The other thing about these types of articles that irks me is that they "solve" the problem of getting more women on bicycles by boiling it all down to fashion. Apparently, more women don't ride bicycles because they fear not looking "chic" enough to do it.

Although ridership among women is increasing, it's still isn't quite on par with men yet. Why? I don't know. I have yet to read any kind of study/article that actually asks real women why they don't cycle more often. Is it fear of riding in traffic? Riding in inclement weather? Practicality? What do you do when you are a mother of two and have dentist appointments, doctor appointments, soccer games & recitals to get to? Or you work 12 hours a day on your feet and the idea of additional physical activity isn't appealing? Or you work a late shift and the idea of riding alone at 2am doesn't seem safe? None of these questions are answered with gucci sunglasses & a borrowed Schwinn roadster.

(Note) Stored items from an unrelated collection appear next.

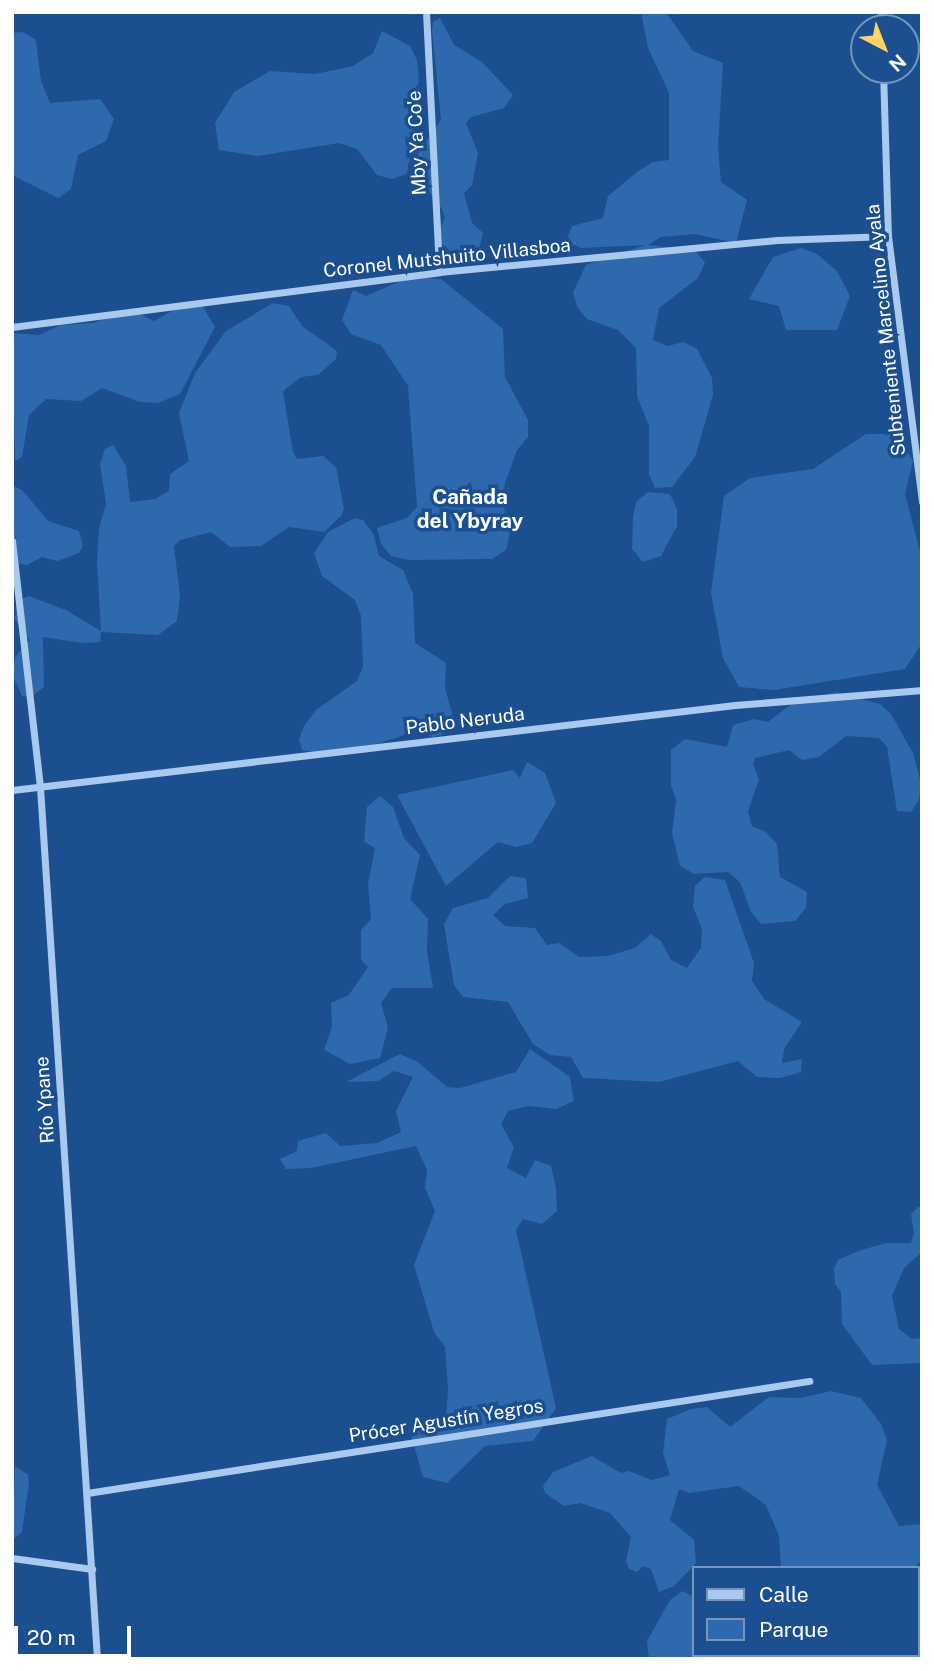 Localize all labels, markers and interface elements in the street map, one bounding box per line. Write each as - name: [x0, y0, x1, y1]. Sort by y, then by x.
- north arrow: [850, 14, 920, 84]
- text: N: [885, 50, 911, 76]
- street label: Mby Ya Co'e: [403, 90, 431, 196]
- street label: Subteniente Marcelino Ayala: [861, 203, 911, 457]
- street label: Coronel Mutshuito Villasboa: [322, 234, 572, 282]
- district label: Cañada del Ybyray: [417, 484, 523, 534]
- street label: Pablo Neruda: [404, 702, 526, 740]
- street label: Río Ypane: [31, 1056, 59, 1144]
- street label: Prócer Agustín Yegros: [347, 1394, 545, 1448]
- legend: [692, 1566, 920, 1657]
- text: Calle: [759, 1582, 809, 1607]
- scale bar: [18, 1612, 135, 1656]
- text: Parque: [759, 1617, 828, 1642]
- text: 20 m: [27, 1625, 76, 1650]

"Cycle chic" in of itself is an interesting concept. But I wish it wasn't so automatically tied to female cyclists, or that at least more variety was explored when it comes to female cyclists. And yes, I realize the New York Times is hardly the expert on cycling issues, and this was in the Fashion & Style section (duh). Like I said, I have no problem with cycle chic itself. Ride in style! But there's a huge segment of the cycling population that seems to be consistently overlooked (the everyday rider).

In other news, I'm going to have to drop Betty off at the local bike shop. She's groaning something awful. I guess that the 66 mile ride we did last week, plus this week's commuting miles have put a bit of a strain on her. It might even be time to put her up for the season. This weekend's weather is a  huge difference from last weekend! Whereas last weekend I thought I might die of heat exhaustion, this weekend I've had to break out the hoodie, coat & umbrella. Brrrr! Fall is truly here, and I am definitely unprepared for it. I need to do some clothes shopping, soon!  Fall means that winter is not far away, and Betty doesn't need to deal with the mud & slush that comes with it. Time to get Jamie prepared! 

Also, do any of you have any recommendations for wet weather gear? I got absolutely soaked from head to toe earlier this week during a downpour. What do you use to stay dry?

Friday, October 1, 2010

CaBi to the rescue!

So today was Ark weather. Seriously, I was soaked to the bone at work.

Although it was moist when I rode Betty to work, it was quite "Flood-ian" when I needed to leave. The idea of riding her through such wet weather did not please me. Tho I love Betty, she is no Jamie (and I love Jamie, as neglected as he is) and therefore in the garage at work she had to remain. It was simply pouring rain outside, and that was No Good For Her.

(I love riding in the rain, however)

So, I managed to get myself to a neighborhood bar to wait out the rain. And wait it out, I did.

And wait. And wait. And wait.

Finally, the rain let up a little bit.

But then I thought to myself,

"Self, you have a shared bike membership key! Why not use one of those bikes to ride through the crappy weather?!"

And it was so.

I grabbed a CaBi bike that was a mere two blocks away and rode towards home. The nearest docking station for home was also a mere two blocks away from my door. How handy!

And so I got home, relatively safe and "dry".

(ok, well not dry. But happy!)

Tomorrow, I get to do the reverse. And you know what? I am so grateful I don't have to pay a cabbie or walk all that way in the rain. Yay!

All of this would probably explain why today I saw the most number of CaBi bikes "in the wild" then I have seen since the launch---a grand total of 10 times today! I am quite sure the wet weather had a lot to do with it too; why ride your own Precious in the crappy weather, when you can borrow someone else's bike for cheap, right?? It was a totally crappy, rainy day today and I saw a huge number of cyclists, AND most of them were safe & sane about it too (reflective clothing, lights, signals, etc). Awesome. Today was the perfect example for cyclists who already have their own bikes to try CaBi. Why muck up your own, when you can muck up someone else's!

Still, I am really glad I had that key for CaBi. I have a feeling it will pay itself off very shortly.